Jak wyjaśniła dyrektor MZE, zajęcia otrzymają nazwę „Nasza Wspólnota”. – Nie jest to oczywiście „lekcja religii” bo tego nie można w ten sposób nazwać. Te zajęcia będą miały nazwę „Nasza Wspólnota” – wyjaśniła.
Zajęcia będą prowadzone w szkołach raz w tygodniu dla uczniów klas trzecich i siódmych. Mają być umieszczone w planie lekcji na początku lub na końcu dnia, a rodzice będą musieli złożyć oświadczenia, jeśli wyrażą chęć, by ich dzieci w nich uczestniczyły.
Dorota Palej-Maliszczak zaznaczyła, że tych zajęć nie można traktować jako lekcji religii, lecz jako dodatkowe zajęcia funkcjonujące na podobnych zasadach jak kółka zainteresowań czy zajęcia sportowe.
Na pytanie, kto pokryje koszty, dyrektor odpowiedziała jednoznacznie: samorząd. Dodała przy tym od razu, że nowe zajęcia zostaną sfinansowane podobnie jak inne formy aktywności pozalekcyjnej w bocheńskich szkołach:
– To są zajęcia nieobowiązkowe, tak jak samorząd finansuje dodatkowe lekcje pływania, koszykówki, piłki nożnej, ręcznej czy kółka zainteresowań. Zajęcia „Nasza Wspólnota” będą organizowane w ten sam sposób, zgodnie z obowiązującymi przepisami – wyjaśniła dyrektor MZE.

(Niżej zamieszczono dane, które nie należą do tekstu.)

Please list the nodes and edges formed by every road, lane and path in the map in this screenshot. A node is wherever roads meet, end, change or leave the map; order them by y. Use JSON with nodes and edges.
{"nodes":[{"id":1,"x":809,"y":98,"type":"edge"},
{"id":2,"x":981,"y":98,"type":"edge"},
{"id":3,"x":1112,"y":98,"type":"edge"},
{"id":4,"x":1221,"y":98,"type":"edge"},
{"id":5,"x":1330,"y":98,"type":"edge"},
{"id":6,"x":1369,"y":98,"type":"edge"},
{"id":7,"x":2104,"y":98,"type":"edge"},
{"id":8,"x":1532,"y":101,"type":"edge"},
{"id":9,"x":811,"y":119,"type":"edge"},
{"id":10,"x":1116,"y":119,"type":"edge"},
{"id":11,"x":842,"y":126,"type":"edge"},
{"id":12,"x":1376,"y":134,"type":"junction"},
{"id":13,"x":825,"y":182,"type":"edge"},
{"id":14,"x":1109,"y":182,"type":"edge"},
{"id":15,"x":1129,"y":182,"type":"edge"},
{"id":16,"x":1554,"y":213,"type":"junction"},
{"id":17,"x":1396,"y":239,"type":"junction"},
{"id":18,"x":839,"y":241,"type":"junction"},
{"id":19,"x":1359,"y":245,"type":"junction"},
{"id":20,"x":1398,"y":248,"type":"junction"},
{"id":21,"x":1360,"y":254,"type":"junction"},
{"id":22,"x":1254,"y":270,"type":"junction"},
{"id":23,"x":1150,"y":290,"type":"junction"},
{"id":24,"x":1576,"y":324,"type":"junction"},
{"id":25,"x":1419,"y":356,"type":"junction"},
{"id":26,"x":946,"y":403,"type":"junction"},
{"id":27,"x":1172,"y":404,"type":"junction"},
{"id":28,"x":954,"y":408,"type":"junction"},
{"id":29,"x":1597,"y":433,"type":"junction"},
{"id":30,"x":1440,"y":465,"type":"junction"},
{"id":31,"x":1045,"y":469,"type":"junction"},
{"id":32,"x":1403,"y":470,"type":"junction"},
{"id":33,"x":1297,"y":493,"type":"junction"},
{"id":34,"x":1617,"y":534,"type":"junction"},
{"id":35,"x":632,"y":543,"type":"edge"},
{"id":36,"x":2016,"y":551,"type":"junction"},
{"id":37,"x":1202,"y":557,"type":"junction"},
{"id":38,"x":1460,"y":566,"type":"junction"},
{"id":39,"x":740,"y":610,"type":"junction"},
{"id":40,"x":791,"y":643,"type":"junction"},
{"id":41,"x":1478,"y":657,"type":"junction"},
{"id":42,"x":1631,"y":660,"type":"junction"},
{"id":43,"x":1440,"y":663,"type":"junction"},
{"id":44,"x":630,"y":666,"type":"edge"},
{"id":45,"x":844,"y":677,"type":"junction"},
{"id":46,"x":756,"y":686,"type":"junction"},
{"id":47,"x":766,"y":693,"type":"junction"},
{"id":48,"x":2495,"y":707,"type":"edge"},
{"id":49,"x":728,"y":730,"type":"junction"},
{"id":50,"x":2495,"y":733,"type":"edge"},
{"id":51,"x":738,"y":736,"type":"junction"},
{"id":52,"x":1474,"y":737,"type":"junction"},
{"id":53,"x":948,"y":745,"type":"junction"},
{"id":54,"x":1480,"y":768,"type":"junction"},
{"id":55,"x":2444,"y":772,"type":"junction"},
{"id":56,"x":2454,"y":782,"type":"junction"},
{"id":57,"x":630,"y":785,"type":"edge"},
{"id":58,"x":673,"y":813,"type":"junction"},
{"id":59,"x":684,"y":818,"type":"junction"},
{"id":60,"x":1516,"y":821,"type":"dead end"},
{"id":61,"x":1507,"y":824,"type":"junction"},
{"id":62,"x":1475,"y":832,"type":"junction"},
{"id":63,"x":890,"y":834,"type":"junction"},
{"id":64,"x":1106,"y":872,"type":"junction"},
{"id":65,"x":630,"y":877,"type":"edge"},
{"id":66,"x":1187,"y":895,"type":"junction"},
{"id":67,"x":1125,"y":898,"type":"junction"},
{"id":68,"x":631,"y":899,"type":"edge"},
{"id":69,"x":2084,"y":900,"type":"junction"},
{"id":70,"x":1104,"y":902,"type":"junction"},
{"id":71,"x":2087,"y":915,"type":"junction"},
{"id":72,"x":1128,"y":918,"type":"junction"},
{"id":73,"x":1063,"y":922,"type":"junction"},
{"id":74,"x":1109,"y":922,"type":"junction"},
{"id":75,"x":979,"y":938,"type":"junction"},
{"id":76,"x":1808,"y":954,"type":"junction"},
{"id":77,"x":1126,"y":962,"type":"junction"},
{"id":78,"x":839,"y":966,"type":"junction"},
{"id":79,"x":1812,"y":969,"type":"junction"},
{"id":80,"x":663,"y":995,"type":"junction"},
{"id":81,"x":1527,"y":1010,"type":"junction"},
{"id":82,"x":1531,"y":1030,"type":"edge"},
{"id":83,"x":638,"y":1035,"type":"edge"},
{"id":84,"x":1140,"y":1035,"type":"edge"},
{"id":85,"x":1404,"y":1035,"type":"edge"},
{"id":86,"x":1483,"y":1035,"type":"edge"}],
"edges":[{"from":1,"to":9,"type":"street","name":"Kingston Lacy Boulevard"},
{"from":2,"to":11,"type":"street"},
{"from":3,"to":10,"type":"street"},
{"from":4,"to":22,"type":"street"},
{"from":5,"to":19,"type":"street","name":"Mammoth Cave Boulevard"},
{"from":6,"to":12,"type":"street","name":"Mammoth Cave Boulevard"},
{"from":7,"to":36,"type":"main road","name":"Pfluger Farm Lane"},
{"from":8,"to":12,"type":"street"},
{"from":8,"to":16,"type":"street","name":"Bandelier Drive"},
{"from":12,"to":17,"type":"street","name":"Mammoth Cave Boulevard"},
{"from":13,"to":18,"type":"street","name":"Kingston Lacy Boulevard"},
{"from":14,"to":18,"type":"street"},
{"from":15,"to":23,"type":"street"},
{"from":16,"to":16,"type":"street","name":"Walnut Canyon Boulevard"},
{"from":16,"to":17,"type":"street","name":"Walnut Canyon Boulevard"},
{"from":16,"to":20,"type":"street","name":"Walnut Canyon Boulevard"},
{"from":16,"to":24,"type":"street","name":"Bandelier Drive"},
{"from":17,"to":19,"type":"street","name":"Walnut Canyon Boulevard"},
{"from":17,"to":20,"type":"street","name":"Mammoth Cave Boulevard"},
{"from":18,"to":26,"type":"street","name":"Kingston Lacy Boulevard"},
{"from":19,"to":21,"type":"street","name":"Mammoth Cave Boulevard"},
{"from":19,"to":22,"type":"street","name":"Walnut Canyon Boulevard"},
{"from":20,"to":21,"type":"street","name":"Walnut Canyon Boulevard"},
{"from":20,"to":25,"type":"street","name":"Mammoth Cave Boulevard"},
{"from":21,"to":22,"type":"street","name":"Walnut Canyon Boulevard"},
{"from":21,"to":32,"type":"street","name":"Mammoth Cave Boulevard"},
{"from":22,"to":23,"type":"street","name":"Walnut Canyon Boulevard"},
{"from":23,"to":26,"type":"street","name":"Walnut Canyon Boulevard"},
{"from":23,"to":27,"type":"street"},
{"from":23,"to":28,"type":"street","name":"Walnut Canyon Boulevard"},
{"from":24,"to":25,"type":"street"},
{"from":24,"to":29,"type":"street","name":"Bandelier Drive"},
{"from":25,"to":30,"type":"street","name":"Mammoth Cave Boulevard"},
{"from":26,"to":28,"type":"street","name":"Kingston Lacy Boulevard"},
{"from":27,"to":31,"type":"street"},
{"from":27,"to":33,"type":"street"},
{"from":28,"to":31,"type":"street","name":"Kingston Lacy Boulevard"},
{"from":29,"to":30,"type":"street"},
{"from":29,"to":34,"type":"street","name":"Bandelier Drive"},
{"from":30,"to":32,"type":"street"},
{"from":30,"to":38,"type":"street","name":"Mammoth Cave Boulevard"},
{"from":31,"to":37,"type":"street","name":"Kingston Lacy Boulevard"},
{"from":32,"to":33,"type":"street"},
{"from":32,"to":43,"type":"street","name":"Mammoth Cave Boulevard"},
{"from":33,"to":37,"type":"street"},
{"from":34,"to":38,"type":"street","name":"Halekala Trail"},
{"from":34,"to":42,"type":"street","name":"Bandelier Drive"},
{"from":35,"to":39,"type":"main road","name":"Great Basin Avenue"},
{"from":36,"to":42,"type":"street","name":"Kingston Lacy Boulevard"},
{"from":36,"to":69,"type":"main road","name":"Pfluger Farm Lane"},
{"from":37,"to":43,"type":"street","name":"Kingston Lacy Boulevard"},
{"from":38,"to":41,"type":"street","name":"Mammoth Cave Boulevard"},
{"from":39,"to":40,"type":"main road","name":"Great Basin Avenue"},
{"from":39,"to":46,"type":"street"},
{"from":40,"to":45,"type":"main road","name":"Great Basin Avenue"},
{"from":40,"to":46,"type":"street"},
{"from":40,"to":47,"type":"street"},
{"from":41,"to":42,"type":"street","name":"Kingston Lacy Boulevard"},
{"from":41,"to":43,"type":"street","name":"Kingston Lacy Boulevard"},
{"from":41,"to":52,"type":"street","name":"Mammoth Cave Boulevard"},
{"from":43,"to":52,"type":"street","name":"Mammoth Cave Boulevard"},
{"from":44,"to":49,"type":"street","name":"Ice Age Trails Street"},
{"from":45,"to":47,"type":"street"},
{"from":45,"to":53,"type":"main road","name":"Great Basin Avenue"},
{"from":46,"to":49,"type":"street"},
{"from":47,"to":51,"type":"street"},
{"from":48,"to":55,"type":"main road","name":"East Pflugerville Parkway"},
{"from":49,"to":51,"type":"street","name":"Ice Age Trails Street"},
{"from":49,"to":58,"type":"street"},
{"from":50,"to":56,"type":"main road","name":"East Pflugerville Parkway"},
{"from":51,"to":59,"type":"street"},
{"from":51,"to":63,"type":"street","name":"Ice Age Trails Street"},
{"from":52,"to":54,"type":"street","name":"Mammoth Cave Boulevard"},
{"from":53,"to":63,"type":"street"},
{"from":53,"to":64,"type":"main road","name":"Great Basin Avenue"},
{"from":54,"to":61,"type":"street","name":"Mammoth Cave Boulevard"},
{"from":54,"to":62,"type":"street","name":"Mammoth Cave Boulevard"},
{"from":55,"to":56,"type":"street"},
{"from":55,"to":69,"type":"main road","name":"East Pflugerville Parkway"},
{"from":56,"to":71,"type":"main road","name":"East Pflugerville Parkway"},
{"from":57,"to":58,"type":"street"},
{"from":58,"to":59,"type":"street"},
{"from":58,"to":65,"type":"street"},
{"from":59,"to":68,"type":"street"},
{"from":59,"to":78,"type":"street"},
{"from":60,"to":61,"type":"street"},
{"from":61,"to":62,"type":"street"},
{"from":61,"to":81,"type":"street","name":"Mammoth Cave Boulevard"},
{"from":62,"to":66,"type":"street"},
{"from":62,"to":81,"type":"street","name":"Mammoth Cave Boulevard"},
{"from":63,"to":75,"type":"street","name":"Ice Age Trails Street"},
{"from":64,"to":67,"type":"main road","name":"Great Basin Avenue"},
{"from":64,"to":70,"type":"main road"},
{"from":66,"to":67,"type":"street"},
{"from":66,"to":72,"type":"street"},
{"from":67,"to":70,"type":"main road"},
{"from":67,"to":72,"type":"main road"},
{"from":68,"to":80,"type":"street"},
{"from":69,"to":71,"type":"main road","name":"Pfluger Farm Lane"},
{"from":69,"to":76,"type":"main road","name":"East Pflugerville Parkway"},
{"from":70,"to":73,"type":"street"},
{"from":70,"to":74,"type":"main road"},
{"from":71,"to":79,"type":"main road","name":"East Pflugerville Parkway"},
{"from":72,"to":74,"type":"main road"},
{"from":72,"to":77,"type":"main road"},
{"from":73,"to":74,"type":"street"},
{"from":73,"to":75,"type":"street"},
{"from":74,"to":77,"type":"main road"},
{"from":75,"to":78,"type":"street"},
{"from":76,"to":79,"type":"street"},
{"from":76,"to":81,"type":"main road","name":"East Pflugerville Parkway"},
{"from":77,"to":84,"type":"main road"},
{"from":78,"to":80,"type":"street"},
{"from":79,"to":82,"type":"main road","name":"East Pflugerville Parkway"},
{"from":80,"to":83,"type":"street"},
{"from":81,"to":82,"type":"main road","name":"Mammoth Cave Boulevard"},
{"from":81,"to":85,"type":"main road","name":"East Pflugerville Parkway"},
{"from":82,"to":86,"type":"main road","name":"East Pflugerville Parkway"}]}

Na razie nie przedstawiono dokładnych kosztów przedsięwzięcia. – Nie mam takich wyliczeń. Koszty będą porównywalne do innych zajęć dodatkowych organizowanych w mieście – dodała Dorota Palej-Maliszczak, a na pytanie o wpływ nowej inicjatywy na budżet gminy, dyrektor stwierdziła: – Myślę, że na uczniach, na dzieciach, nie możemy oszczędzać. To jest nasza przyszłość.